Author: Duygu Yalinbas Yeter (Turkey)
Co-authors: Erman Bozali, Husne Kocak, Aynur Engin
Purpose
Crimean-Congo hemorrhagic fever (CCHF) is an acute viral hemorrhagic fever with a high mortality rate. The disease could lead to a mild form of ocular disease consist of subconjunctival and retinal hemorrhages. In this study, we aimed to evaluate the retinal and choroidal structural changes in Crimean-Congo hemorrhagic fever (CCHF).
Setting/Venue
Sivas Cumhuriyet University, Departments of Ophthalmology and Infectious Disease
Methods
This prospective and observational study included 38 eyes of 19 patients over 17 years of age diagnosed with CCHF and 76 eyes of 38 age and sex-matched healthy controls.

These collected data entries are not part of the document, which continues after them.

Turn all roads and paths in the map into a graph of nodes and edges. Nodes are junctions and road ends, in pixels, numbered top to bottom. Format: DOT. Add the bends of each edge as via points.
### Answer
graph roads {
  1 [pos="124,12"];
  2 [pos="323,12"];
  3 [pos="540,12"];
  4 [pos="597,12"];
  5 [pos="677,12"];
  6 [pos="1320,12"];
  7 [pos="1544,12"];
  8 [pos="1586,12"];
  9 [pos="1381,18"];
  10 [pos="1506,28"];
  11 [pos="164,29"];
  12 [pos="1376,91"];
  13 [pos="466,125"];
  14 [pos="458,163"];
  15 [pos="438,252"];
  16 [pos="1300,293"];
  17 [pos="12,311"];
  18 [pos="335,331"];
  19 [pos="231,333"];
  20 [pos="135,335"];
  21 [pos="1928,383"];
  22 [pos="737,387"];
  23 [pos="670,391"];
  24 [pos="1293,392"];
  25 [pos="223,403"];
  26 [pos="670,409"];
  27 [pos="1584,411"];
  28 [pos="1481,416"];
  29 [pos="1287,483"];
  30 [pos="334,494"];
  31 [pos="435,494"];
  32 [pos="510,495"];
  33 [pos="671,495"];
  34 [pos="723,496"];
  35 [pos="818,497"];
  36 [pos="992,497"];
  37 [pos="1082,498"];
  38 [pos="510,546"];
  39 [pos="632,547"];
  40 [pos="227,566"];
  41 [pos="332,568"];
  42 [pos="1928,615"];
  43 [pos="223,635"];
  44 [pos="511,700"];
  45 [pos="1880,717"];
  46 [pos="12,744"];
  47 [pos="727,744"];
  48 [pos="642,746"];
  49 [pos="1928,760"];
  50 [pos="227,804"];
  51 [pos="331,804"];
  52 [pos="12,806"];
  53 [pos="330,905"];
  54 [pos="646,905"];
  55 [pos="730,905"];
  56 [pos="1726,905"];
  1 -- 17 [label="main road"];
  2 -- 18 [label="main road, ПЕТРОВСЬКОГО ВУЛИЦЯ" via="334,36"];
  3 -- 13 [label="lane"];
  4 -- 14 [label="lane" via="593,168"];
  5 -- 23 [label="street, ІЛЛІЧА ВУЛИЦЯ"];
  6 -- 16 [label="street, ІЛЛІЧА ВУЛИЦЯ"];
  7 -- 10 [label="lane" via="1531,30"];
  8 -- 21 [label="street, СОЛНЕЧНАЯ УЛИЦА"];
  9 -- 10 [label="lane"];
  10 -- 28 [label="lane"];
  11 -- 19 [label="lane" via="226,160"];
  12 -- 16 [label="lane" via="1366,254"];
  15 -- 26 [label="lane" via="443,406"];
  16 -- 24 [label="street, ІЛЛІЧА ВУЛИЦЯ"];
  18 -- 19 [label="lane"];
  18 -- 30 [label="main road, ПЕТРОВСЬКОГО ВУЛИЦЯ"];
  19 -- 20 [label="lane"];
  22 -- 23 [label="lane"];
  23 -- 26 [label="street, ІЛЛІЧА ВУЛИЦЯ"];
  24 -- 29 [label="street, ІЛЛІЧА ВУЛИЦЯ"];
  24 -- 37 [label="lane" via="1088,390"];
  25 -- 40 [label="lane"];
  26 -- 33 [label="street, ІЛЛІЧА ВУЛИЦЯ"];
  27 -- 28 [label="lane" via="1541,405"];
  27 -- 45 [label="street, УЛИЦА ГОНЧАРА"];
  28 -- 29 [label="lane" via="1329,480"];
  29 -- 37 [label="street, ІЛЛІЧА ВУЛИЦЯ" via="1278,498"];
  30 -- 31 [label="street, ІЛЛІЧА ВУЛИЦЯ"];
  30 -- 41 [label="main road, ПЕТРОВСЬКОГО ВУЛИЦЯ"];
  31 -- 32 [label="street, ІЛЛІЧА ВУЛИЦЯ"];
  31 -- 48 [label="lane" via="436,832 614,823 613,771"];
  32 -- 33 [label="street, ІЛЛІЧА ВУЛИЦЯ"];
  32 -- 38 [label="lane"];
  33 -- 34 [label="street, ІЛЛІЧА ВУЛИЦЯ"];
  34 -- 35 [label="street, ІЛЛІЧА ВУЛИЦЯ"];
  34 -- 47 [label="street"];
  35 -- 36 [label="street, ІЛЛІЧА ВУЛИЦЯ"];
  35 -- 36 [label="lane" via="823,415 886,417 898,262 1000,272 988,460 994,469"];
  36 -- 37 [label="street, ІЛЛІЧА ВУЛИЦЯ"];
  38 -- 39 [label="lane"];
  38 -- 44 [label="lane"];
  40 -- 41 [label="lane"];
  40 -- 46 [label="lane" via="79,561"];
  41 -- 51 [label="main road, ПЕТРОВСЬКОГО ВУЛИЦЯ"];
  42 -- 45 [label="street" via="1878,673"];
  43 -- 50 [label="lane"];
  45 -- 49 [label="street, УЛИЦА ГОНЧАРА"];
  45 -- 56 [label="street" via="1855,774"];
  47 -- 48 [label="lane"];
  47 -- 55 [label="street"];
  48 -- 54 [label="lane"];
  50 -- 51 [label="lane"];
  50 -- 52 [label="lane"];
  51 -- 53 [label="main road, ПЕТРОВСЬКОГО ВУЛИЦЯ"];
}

After a complete ophthalmologic examination, central foveal thickness (CFT), retinal nerve fiber layer (RNFL) analysis, were evaluated from the images obtained via spectral domain optical coherence tomography. Also, choroidal thickness was measured at 5 different points (750 and 1500 μm from the foveal center in the temporal and nasal quadrants and beneath the fovea) by using choroidal mode. Total choroidal area (TCA), luminal area (LA) and choroidal vascularity index (CVI) were calculated using the binarization method in ImageJ image analysis software. CVI was defined as the proportion of LA to the TCA. The disease severity classification was made according to the systemic findings and laboratory parameters of the patients. All ophthalmic examinations and measurements were performed during the active phase of CCHF.
Results
The mean age of 19 patients was 34,3 ± 14,7 years of whom 7 (36,8%) were female. There was no significant difference between groups regarding CFT (p=0.2). The mean RNFL thickness in all quadrants and choroidal thickness at 5 points were significantly higher in CCHF patients compared to the control group (p<0,05, for all). TCA and LA were 1,12 ± 0,26 mm2 and 0,75 ± 0,17 mm2 in CCHF patients and 1.02±0.22 mm2 and 0.68±0,14mm2 in the control group respectively (p<0,05). Even though TCA and LA were statistically higher in the CCHF group, there was no significant difference in terms of CVI between groups (p=0,7). There was no significant association between TCA, LA and CVI and disease severity in patients with CCHF.
Conlusions
Crimean-Congo hemorrhagic fever may cause an increase in choroidal and RNFL thickness due to endothelial dysfunction, increased capillary permeability and increased systemic inflammatory response. Despite a significant increase in TCA and LA without an increase in CVI may be explained by the fact that the inflammatory changes in the CCHF cause dilation not only in the luminal area but also in the stromal area.